高窓から流れ込む月光が、香と魔力の渦に溶け合い、
笑い声と呪文の囁きが絶え間なく交錯していた。
その片隅――窓辺に凭れかかるひとりの妖精、レヴィ。
黒髪が月光を受けて淡く揺れ、その眼差しは、遠くの風を追っていた。
「……俺は、なぜ、あそこに留まる?」
呟きは風に紛れ、誰の耳にも届かない。
妖精が人の傍にいる理由は単純だ。
魔力を分け合い、互いの欠けを満たす。
それだけのはずだった。
だが――百合夜の笑みを思い出すたび、胸の奥がざわめく。
あの指先。

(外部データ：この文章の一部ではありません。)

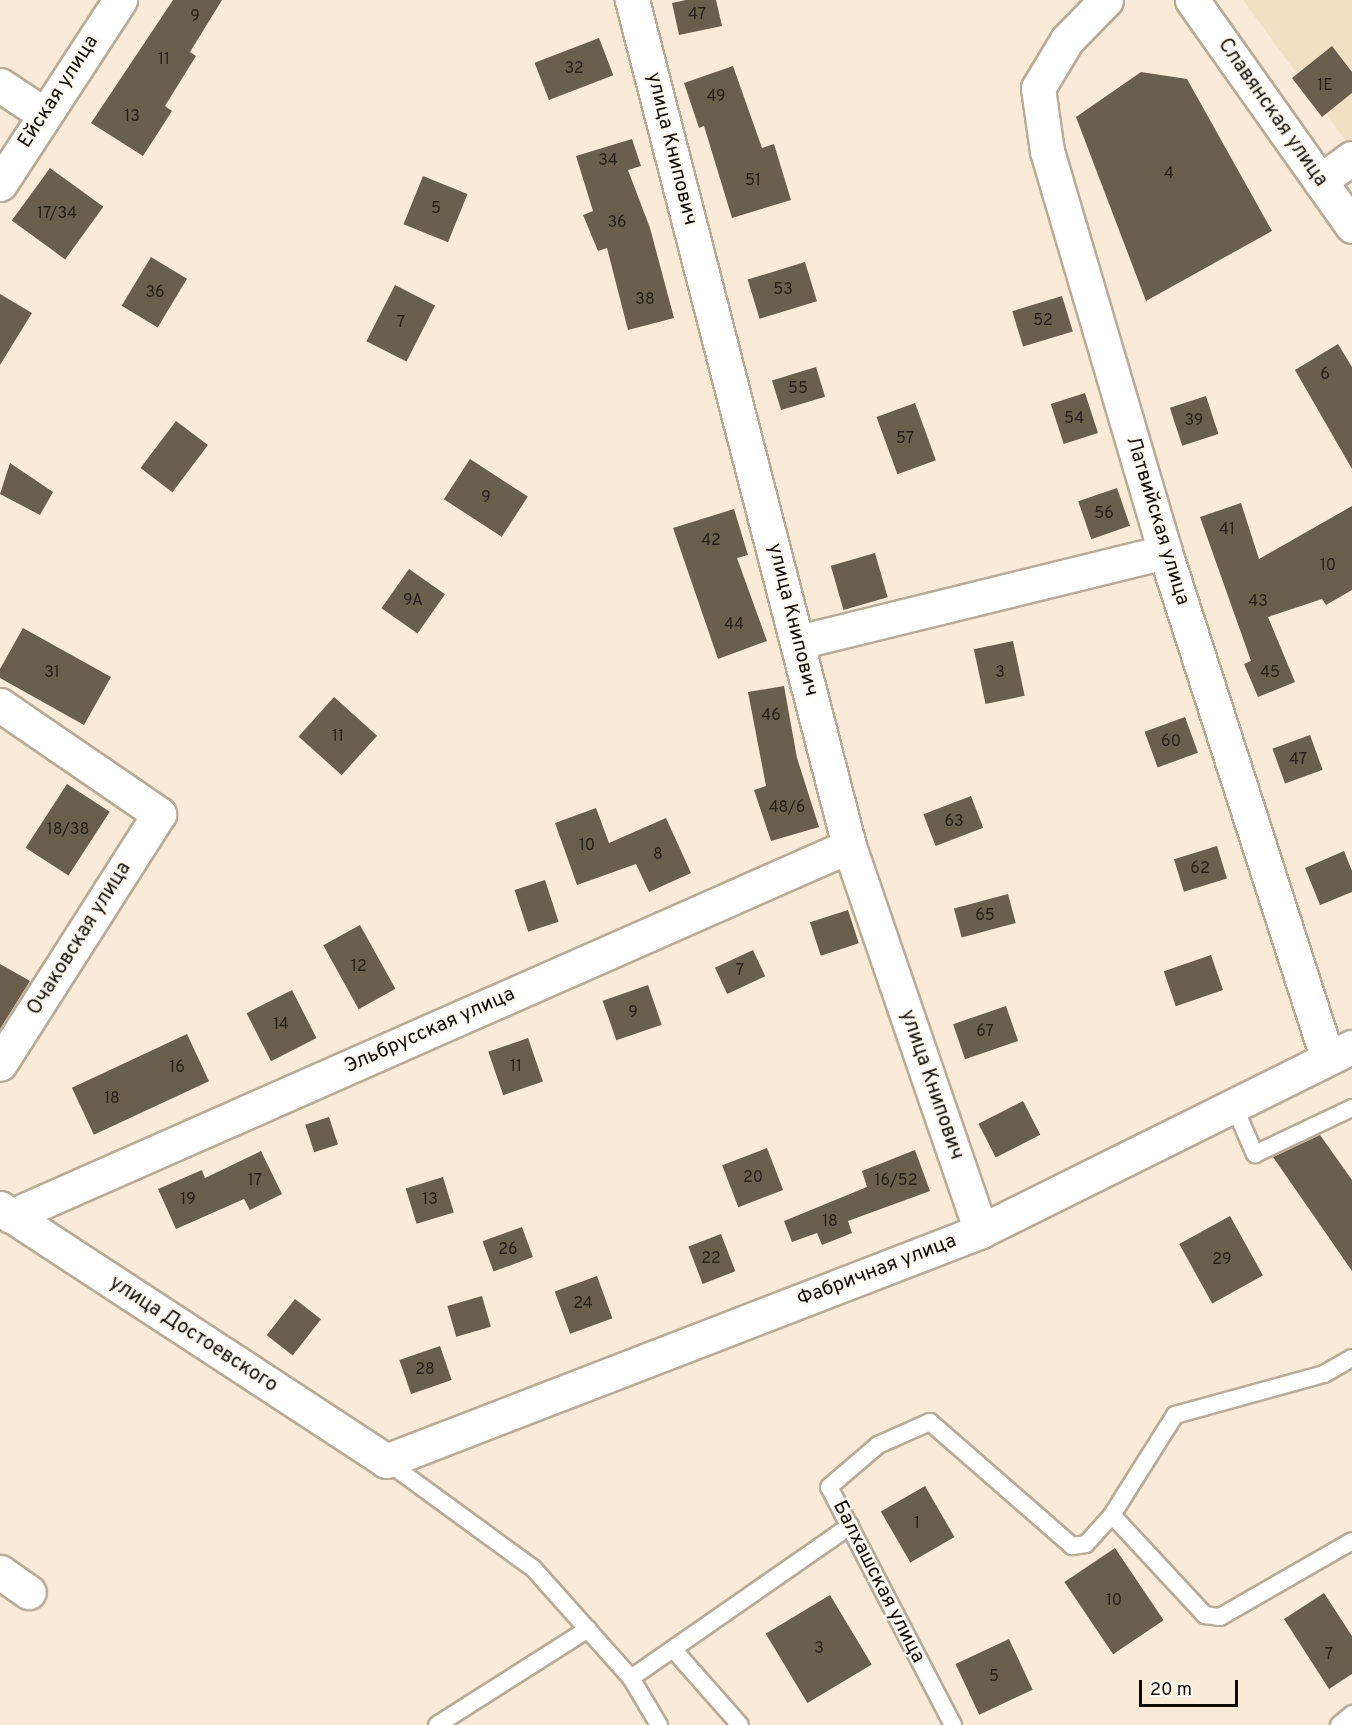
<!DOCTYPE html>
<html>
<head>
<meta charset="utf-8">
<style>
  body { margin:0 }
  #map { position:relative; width:1352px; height:1725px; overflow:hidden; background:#f9ebd7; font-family:Overpass,sans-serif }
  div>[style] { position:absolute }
  .built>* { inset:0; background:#f2e0c5 }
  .building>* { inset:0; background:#6a5e4d; transform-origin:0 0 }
  .roads { filter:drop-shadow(2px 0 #b8ab98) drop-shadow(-2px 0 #b8ab98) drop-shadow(0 2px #b8ab98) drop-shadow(0 -2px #b8ab98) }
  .service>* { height:16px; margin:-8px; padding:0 8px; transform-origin:8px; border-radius:8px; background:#fff }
  .minor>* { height:33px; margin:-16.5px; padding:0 16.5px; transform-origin:16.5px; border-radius:16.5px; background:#fff }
  .secondary>* { height:33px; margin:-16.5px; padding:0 16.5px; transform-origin:16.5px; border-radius:16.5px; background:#fff }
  span { translate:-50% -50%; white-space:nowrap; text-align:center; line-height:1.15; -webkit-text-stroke:4.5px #fffaf1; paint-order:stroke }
  .number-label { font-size:16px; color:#272018 }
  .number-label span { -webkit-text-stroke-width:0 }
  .street-label { font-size:20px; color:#110c06 }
  .scale { position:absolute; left:1139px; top:1680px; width:99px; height:27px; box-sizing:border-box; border:3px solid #110c06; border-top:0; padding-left:8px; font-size:18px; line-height:21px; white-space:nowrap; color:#110c06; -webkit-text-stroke:4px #fffaf1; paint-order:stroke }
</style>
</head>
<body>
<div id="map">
  <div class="built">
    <i style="clip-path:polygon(1243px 0,1352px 0,1352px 149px)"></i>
  </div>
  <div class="building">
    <i style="clip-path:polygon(173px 0,222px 0,190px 52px,196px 56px,165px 106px,172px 111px,143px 156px,91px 123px)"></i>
    <i style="clip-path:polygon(686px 0,716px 0,722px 26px,679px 35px,672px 3px)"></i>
    <i style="left:599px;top:38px;width:40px;height:69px;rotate:69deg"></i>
    <i style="clip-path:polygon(1332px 46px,1352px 72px,1352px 93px,1322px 117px,1292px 78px)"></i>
    <i style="clip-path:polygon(733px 66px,762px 148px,774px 144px,791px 200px,732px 218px,704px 126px,699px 128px,684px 83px)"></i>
    <i style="clip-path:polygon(1141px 72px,1187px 79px,1272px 231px,1146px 301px,1076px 117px)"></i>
    <i style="clip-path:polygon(632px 139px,641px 166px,628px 170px,650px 228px,674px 318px,628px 330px,607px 248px,598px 251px,583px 215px,593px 211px,576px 156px)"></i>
    <i style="left:50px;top:168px;width:66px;height:65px;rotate:36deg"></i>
    <i style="left:423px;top:176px;width:48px;height:52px;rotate:22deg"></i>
    <i style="left:151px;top:257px;width:42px;height:57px;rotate:31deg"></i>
    <i style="left:805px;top:262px;width:41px;height:60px;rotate:73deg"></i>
    <i style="left:395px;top:285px;width:45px;height:63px;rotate:27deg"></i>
    <i style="clip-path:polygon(0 294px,32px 313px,0 365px)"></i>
    <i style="left:1062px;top:296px;width:37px;height:52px;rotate:73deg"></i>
    <i style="clip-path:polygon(1338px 344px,1352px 367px,1352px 469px,1295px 370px)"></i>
    <i style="left:816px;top:367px;width:31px;height:46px;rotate:73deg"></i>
    <i style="left:1085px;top:393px;width:42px;height:36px;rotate:72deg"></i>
    <i style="left:1206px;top:396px;width:40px;height:38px;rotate:72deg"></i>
    <i style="left:915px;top:403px;width:61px;height:41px;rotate:70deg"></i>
    <i style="left:176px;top:421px;width:40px;height:59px;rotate:37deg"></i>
    <i style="left:470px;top:459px;width:69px;height:48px;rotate:33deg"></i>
    <i style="clip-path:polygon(10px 463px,53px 492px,40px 515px,0 494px)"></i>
    <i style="left:1117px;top:488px;width:40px;height:41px;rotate:71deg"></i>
    <i style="clip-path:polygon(1241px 503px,1259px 559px,1352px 506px,1352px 590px,1326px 605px,1322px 599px,1268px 617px,1295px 682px,1258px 697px,1244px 664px,1251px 661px,1200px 517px)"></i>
    <i style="clip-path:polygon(734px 509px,748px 555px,737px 558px,767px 641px,718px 659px,673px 528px)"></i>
    <i style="left:875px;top:553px;width:46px;height:46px;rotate:74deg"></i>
    <i style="left:409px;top:569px;width:44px;height:48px;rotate:35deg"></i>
    <i style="clip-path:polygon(23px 628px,111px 677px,84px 725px,0 678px,0 669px)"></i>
    <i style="left:1013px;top:641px;width:56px;height:40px;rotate:78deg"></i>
    <i style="clip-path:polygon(784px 686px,797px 758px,819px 827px,771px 841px,754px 790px,766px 786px,748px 692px)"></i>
    <i style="left:334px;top:697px;width:58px;height:53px;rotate:42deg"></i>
    <i style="left:1185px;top:717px;width:38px;height:43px;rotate:70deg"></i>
    <i style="left:1310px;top:735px;width:37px;height:40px;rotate:70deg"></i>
    <i style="left:67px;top:784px;width:51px;height:76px;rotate:33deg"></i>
    <i style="left:971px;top:796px;width:34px;height:51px;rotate:69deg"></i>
    <i style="clip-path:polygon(596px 808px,609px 843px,666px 818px,691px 873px,649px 892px,636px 864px,577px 885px,555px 823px)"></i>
    <i style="left:1217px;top:846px;width:34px;height:45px;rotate:73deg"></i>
    <i style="clip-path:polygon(1344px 851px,1352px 871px,1352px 892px,1320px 905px,1305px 868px)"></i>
    <i style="left:545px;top:880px;width:44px;height:32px;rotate:72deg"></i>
    <i style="left:1008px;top:894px;width:30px;height:56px;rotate:75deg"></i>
    <i style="left:848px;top:910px;width:35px;height:40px;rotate:72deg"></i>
    <i style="left:360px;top:925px;width:73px;height:42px;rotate:61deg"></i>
    <i style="left:753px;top:950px;width:29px;height:42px;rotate:65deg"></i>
    <i style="left:1211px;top:955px;width:37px;height:50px;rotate:71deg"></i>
    <i style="clip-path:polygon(0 964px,30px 981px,0 1029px)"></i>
    <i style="left:648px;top:985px;width:42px;height:48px;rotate:71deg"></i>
    <i style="left:292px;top:990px;width:54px;height:51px;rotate:63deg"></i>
    <i style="left:1006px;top:1006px;width:37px;height:56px;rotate:71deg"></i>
    <i style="left:187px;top:1034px;width:52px;height:127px;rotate:65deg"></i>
    <i style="left:528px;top:1038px;width:46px;height:42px;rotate:71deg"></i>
    <i style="left:1023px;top:1101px;width:38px;height:50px;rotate:63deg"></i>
    <i style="left:329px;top:1117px;width:29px;height:25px;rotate:72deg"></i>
    <i style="clip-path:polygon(1320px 1135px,1352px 1180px,1352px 1271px,1273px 1157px)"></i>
    <i style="left:767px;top:1148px;width:45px;height:48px;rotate:69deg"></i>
    <i style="clip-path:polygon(915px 1150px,930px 1191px,848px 1221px,852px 1233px,822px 1245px,817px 1233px,792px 1242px,784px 1221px,867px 1187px,862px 1171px)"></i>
    <i style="clip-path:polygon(261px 1151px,282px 1194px,250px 1210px,244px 1199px,176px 1229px,158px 1189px,202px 1170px,205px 1178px)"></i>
    <i style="left:443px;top:1177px;width:37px;height:39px;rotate:73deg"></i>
    <i style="left:1230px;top:1216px;width:68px;height:58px;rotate:61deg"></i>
    <i style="left:522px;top:1227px;width:32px;height:42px;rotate:70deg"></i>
    <i style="left:721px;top:1234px;width:40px;height:35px;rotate:69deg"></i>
    <i style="left:597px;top:1276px;width:45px;height:45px;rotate:70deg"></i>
    <i style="left:482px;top:1296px;width:32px;height:36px;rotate:74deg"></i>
    <i style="left:295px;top:1299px;width:33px;height:46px;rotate:38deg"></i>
    <i style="left:440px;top:1346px;width:36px;height:43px;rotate:71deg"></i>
    <i style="left:925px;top:1486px;width:59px;height:51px;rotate:60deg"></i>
    <i style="left:1115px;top:1548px;width:87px;height:61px;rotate:56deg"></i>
    <i style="clip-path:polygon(1324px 1593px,1352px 1636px,1352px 1674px,1329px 1689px,1284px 1619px)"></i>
    <i style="left:830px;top:1595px;width:81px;height:75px;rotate:59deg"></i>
    <i style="left:1009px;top:1639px;width:56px;height:59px;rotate:65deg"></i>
  </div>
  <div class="roads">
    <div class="service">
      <i style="left:1233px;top:1104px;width:55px;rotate:66.3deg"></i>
      <i style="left:1255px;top:1154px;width:107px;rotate:-25.4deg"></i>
      <i style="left:386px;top:1461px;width:182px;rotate:36.1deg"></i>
      <i style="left:533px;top:1568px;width:147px;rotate:48.3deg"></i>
      <i style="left:631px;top:1678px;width:267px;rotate:-34.8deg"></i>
      <i style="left:1112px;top:1515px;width:137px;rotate:47.1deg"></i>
      <i style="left:1205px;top:1615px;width:15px;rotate:8deg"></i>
      <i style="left:1220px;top:1617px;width:152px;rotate:-29.9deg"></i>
      <i style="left:673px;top:1649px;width:101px;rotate:48.6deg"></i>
      <i style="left:631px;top:1678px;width:55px;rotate:59.2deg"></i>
      <i style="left:437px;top:1725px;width:179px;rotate:-32.4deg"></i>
      <i style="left:953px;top:1725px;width:268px;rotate:-117.5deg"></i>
      <i style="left:829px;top:1487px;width:65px;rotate:-40.6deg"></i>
      <i style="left:878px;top:1445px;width:57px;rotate:-23.9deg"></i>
      <i style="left:930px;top:1422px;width:189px;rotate:41.1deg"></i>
      <i style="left:1072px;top:1546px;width:14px;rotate:-8deg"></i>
      <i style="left:1086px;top:1544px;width:39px;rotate:-48deg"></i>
      <i style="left:1112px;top:1515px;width:118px;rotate:-57.8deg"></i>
      <i style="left:1175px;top:1415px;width:155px;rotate:-15.4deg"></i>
      <i style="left:1324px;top:1374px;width:32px;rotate:-30deg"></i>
      <i style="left:1339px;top:1725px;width:17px;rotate:-40deg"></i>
    </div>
    <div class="minor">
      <i style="left:632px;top:0;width:873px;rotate:75.61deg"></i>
      <i style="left:849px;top:846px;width:407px;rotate:71.1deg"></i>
      <i style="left:1106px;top:0;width:56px;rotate:134.3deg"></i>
      <i style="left:1067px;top:40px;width:56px;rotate:121.1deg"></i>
      <i style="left:1038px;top:88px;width:64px;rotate:81.9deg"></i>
      <i style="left:1047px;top:151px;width:418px;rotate:73.6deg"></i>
      <i style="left:1165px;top:552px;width:530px;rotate:72.21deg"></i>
      <i style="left:0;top:85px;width:53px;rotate:33.4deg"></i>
      <i style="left:1320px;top:181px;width:39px;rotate:-36deg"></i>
      <i style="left:0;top:184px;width:220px;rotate:-56.9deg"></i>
      <i style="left:798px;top:642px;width:378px;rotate:-13.8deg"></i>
      <i style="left:0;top:705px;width:193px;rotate:34.4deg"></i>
      <i style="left:159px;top:814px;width:296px;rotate:122.5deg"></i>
      <i style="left:0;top:1208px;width:462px;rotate:33.2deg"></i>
      <i style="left:386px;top:1461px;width:638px;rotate:-21.13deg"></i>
      <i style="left:981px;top:1231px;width:414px;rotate:-26.4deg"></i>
      <i style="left:11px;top:1216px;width:916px;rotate:-23.82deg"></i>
      <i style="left:0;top:1572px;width:35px;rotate:35deg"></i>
    </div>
    <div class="secondary">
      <i style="left:1192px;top:0;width:277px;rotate:54.7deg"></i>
    </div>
  </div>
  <div class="number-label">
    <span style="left:697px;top:15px">47</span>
    <span style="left:195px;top:17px">9</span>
    <span style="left:164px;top:60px">11</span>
    <span style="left:574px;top:69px">32</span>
    <span style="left:1325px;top:86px">1Е</span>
    <span style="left:716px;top:97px">49</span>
    <span style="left:132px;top:117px">13</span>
    <span style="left:608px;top:161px">34</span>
    <span style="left:1169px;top:174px">4</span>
    <span style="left:753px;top:181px">51</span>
    <span style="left:436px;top:209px">5</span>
    <span style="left:57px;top:214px">17/34</span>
    <span style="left:617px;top:223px">36</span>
    <span style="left:783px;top:290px">53</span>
    <span style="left:155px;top:293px">36</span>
    <span style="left:645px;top:300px">38</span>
    <span style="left:1043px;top:321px">52</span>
    <span style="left:401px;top:323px">7</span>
    <span style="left:1325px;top:375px">6</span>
    <span style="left:798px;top:389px">55</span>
    <span style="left:1074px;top:419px">54</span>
    <span style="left:1194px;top:421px">39</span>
    <span style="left:905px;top:439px">57</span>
    <span style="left:486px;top:498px">9</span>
    <span style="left:1104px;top:514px">56</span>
    <span style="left:1227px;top:530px">41</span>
    <span style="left:711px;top:541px">42</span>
    <span style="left:1328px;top:566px">10</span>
    <span style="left:413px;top:601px">9А</span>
    <span style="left:1258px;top:602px">43</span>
    <span style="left:734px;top:625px">44</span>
    <span style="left:52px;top:673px">31</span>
    <span style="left:1000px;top:673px">3</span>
    <span style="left:1270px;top:673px">45</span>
    <span style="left:771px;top:716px">46</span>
    <span style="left:338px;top:737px">11</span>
    <span style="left:1171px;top:742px">60</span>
    <span style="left:1298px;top:760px">47</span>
    <span style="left:787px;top:808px">48/6</span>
    <span style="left:954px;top:822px">63</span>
    <span style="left:68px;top:830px">18/38</span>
    <span style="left:587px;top:846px">10</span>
    <span style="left:658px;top:855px">8</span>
    <span style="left:1200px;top:869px">62</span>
    <span style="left:985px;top:916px">65</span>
    <span style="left:359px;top:967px">12</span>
    <span style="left:740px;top:971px">7</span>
    <span style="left:633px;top:1013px">9</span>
    <span style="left:281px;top:1025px">14</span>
    <span style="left:985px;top:1032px">67</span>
    <span style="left:516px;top:1067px">11</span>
    <span style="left:177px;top:1068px">16</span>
    <span style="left:112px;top:1099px">18</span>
    <span style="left:753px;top:1178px">20</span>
    <span style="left:255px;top:1181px">17</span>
    <span style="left:896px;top:1181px">16/52</span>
    <span style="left:188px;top:1200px">19</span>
    <span style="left:430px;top:1200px">13</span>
    <span style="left:830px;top:1222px">18</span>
    <span style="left:508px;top:1250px">26</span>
    <span style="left:711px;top:1259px">22</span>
    <span style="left:1222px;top:1260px">29</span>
    <span style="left:583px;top:1304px">24</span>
    <span style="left:425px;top:1370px">28</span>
    <span style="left:917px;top:1524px">1</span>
    <span style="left:1114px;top:1601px">10</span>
    <span style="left:819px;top:1649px">3</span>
    <span style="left:1329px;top:1655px">7</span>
    <span style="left:994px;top:1677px">5</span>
  </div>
  <div class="street-label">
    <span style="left:59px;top:92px;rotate:-57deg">Ейская улица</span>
    <span style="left:1272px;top:113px;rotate:55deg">Славянская улица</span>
    <span style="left:671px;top:149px;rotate:76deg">улица Книпович</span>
    <span style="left:1157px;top:521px;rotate:73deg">Латвийская улица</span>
    <span style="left:792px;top:620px;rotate:76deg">улица Книпович</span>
    <span style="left:80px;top:939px;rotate:-58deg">Очаковская улица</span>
    <span style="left:430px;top:1031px;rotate:-24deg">Эльбрусская улица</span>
    <span style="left:931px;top:1085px;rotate:71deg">улица Книпович</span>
    <span style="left:877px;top:1271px;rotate:-21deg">Фабричная улица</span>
    <span style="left:193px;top:1335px;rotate:33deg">улица Достоевского</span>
    <span style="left:878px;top:1582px;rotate:63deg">Балхашская улица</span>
  </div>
  <div class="scale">20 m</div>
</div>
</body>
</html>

あの穏やかな眼差し。
まるで、あの夜、風に消えた“彼女”の面影のようで。
胸に痛みが走る。
心の痛みなどとっくにわすれたはずなのに。
気づけば拳を強く握りしめていた。
「……くだらない。」
自嘲の声が風に溶けた、その瞬間――場内の空気が一変した。
黒い霧が、若い魔女の足元で膨らみ、
制御を失った下級妖精が、苦痛と憎悪の叫びを上げて暴れている。
レヴィは静かに立ち上がった。
指先をわずかに掲げると、空気が――止まる。
音も、風も、燭火の揺らぎさえも、世界が息を潜めた。
低く、静かな声が落ちる。
「……Gaoth, éist liom.(風よ、聴け)」
その瞬間、青白い光がレヴィの足元から立ち上り、
床に古の紋章が描かれる。
風が囁き、彼の周囲を巡りながら形を成した。
光の粒が舞い上がり、レヴィの瞳が淡く蒼く光を宿す。
「――抑えろ。」
低く響く声とともに、風が爆ぜた。
無数の光の紋が宙に浮かび、黒霧が逆流していく。
荒れ狂う闇の奔流は、逆らう間もなく吸い込まれ、
レヴィの掌の中に静か消えた。
静寂。
風だけが、彼の周囲で微かに唸っている。
だがその風には、怒りも冷気もなく――
ただ、主に従う忠実な息吹のような静けさがあった。